I appreciate the authors for performing additional studies around UniPi. The new experiments results in response to reviewer LWMg are also convincing.
I'm willing to increase my score to 3.
Thank you for taking our further results and ablations into consideration and increasing your score! We appreciate the feedback and are open to any other comments or suggestions that can help improve our draft.

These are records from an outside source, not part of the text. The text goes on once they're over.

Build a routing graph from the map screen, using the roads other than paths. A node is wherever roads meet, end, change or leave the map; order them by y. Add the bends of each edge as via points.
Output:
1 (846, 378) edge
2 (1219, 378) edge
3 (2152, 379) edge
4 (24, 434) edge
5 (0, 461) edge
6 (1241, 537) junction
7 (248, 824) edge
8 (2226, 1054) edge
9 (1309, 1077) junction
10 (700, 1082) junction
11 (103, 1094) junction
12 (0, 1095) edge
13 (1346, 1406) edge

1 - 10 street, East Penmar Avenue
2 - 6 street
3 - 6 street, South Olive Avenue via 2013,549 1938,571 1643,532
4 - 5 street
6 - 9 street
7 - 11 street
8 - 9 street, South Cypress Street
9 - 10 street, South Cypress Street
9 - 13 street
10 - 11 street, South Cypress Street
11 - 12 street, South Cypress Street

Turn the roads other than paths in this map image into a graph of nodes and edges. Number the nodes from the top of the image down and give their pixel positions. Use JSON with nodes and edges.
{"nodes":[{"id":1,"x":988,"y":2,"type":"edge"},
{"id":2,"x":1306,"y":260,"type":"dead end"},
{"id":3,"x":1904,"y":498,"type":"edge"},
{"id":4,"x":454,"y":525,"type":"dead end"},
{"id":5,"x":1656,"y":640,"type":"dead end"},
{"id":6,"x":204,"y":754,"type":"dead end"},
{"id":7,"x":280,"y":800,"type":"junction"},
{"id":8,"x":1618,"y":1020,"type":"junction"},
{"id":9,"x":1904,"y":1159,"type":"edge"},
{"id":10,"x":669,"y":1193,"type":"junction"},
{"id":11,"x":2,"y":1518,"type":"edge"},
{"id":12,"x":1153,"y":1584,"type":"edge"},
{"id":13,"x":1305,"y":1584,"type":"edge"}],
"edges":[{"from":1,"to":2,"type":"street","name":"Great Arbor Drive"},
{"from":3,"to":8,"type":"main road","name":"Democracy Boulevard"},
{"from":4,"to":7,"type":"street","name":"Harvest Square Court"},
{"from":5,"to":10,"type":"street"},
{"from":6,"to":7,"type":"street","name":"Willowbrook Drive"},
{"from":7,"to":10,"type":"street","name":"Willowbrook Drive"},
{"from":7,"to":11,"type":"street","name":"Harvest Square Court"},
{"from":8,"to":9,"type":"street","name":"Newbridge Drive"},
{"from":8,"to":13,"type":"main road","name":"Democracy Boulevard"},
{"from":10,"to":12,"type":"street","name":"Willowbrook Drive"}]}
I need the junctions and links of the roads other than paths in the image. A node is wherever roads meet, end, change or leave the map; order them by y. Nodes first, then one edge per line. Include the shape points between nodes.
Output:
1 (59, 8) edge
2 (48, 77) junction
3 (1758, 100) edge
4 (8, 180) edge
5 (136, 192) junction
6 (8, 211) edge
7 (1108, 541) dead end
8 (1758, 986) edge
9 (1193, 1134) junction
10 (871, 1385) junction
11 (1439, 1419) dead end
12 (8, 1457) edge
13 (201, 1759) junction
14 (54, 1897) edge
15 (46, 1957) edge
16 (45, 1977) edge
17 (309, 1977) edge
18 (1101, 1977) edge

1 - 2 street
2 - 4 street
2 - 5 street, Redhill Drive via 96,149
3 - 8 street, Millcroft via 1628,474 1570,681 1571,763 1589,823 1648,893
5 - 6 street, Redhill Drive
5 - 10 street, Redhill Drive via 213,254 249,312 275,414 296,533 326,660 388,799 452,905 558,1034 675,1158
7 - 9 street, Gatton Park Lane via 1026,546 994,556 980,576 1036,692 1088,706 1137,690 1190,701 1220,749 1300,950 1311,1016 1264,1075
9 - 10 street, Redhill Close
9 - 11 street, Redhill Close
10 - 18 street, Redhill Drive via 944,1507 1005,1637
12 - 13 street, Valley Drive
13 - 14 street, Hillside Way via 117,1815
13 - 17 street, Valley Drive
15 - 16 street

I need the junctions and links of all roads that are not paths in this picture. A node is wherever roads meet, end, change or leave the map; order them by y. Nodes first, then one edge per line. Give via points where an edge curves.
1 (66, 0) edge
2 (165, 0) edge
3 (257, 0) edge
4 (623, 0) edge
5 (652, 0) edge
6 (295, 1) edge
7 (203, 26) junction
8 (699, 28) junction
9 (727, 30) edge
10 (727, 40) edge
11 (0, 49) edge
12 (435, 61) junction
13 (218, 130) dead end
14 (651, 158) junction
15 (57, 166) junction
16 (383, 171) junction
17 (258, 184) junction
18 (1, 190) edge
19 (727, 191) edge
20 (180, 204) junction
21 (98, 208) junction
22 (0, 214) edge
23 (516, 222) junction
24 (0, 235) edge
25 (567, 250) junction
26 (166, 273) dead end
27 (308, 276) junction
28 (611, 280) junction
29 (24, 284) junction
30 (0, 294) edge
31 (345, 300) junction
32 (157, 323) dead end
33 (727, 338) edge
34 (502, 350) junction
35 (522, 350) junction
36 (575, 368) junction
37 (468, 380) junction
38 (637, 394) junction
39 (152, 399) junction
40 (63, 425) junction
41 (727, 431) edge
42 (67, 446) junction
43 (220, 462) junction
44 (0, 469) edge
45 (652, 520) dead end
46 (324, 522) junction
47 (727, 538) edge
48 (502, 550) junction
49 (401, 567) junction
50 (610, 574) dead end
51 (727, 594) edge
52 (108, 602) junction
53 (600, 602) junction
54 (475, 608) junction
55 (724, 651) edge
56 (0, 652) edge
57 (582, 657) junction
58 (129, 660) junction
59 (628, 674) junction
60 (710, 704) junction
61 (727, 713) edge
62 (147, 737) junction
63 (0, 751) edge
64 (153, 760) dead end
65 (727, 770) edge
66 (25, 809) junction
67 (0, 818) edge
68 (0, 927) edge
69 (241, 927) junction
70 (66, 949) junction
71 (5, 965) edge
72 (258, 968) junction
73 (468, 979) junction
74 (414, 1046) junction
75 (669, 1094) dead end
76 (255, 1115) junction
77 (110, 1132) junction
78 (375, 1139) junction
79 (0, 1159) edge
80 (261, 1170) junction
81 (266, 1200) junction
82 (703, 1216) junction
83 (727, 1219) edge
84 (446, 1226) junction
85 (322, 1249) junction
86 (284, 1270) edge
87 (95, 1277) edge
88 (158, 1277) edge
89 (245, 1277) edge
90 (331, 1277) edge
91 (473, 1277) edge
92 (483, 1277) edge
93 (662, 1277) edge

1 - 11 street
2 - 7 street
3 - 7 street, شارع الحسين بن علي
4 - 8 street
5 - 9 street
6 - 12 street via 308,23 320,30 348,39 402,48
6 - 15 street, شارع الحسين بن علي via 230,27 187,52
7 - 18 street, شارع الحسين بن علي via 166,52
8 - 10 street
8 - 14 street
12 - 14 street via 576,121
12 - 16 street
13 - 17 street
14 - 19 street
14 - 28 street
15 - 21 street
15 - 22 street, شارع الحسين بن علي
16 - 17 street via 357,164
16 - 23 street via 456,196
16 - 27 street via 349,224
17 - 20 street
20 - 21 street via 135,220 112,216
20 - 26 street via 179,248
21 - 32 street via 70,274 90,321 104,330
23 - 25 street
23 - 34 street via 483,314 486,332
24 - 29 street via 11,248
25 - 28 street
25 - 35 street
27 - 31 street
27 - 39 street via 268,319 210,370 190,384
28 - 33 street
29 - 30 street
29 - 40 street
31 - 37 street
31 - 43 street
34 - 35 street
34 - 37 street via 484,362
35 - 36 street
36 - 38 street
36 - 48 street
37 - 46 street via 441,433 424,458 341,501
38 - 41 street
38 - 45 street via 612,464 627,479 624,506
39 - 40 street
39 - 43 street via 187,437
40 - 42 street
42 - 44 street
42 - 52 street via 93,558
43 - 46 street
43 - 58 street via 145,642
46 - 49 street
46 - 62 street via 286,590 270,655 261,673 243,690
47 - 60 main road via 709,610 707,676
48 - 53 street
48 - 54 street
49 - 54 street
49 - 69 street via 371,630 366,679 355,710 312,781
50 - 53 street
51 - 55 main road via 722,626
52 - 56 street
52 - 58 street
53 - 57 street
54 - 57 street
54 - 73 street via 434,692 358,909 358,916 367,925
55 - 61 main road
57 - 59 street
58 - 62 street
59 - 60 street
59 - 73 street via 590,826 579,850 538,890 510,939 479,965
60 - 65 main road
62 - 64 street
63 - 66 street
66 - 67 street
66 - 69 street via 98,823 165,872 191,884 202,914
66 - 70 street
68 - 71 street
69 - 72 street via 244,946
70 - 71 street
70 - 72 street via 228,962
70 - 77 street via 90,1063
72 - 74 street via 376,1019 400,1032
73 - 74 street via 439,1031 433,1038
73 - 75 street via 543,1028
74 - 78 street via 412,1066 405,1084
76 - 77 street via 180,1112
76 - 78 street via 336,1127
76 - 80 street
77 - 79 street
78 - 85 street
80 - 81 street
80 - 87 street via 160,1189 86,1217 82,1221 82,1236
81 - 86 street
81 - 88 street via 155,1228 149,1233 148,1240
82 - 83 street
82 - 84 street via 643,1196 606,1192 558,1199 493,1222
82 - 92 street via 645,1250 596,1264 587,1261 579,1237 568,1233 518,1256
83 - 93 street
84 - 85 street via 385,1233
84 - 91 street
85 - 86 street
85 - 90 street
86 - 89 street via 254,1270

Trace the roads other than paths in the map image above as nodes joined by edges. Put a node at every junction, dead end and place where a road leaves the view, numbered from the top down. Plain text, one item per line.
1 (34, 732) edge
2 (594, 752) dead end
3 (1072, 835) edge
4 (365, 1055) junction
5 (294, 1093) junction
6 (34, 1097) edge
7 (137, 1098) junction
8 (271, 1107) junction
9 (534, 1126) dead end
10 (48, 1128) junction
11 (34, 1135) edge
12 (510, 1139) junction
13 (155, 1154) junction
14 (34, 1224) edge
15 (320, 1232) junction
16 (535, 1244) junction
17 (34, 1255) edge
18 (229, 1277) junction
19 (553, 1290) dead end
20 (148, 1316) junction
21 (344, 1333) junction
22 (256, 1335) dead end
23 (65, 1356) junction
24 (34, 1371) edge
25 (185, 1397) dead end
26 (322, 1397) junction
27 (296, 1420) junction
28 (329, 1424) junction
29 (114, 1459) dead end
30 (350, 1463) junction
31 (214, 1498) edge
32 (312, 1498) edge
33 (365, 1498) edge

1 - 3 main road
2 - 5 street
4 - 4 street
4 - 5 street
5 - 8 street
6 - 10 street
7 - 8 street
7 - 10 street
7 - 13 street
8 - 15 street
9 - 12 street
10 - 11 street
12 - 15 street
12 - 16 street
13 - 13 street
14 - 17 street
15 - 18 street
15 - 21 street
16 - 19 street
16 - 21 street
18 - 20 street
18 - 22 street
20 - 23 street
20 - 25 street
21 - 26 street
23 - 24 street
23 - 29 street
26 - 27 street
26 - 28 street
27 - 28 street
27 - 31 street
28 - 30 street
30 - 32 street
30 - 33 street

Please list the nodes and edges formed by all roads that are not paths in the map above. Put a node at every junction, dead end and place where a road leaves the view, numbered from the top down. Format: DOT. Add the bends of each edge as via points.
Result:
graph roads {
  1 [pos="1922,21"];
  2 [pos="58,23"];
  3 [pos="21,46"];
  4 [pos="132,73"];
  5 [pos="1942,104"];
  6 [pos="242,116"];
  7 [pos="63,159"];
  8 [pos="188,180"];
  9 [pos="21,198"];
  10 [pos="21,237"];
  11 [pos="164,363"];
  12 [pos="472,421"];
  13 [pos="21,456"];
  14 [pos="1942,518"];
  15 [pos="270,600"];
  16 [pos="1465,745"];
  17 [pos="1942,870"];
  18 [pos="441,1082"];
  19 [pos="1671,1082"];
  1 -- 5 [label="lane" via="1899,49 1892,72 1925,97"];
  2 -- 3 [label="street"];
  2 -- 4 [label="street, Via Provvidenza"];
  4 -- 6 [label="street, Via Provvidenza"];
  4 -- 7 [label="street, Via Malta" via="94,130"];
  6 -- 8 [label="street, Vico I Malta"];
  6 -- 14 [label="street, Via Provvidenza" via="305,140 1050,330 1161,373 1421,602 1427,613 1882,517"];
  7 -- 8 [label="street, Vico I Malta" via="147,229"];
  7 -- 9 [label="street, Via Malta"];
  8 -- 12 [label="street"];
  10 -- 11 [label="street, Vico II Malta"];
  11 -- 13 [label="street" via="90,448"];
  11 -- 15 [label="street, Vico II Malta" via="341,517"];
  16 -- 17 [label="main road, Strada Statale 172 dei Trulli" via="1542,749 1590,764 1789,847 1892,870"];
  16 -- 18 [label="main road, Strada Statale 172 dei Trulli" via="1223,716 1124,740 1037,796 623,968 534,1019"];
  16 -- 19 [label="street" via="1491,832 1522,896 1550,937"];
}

The paper introduces Latent Diffusion Planning (LDP), a modular imitation learning framework that separates planning and control by operating in a learned latent space. It combines a planner trained with action-free demonstrations and an inverse dynamics model trained with suboptimal, action-labeled data. Both modules are trained using diffusion-based objectives and rely on a variational autoencoder (VAE) to encode image-based observations into compact latent representations. The key insight is that decoupling planning from action prediction allows each module to exploit broader, weaker forms of supervision. Experimental results on simulated and real-world robotic manipulation tasks demonstrate improved performance and data efficiency compared to existing imitation learning methods, especially in settings with limited expert demonstrations.
The paper offers a creative modular solution for leveraging imperfect demonstration data. The use of a latent space to enable diffusion-based planning and control is intuitive and allows the effective reuse of suboptimal and action-free demonstrations. Empirical results are generally favorable, and real-world experiments strengthen the practical relevance. However, the novelty is somewhat incremental, given similarities to prior works like UniPi, and the improvements over baselines are modest. Experimental inconsistencies—such as varying model sizes, training steps, and dataset sizes across methods—raise concerns about the fairness of some comparisons. Additionally, the lack of ablation for the VAE and limited use of larger-scale datasets or modern pre-trained visual encoders limits the generality and robustness of the findings. However, most of the concerns were addressed by the author's rebuttal, leading to the increased scores.
In sum, I recommend accepting this paper.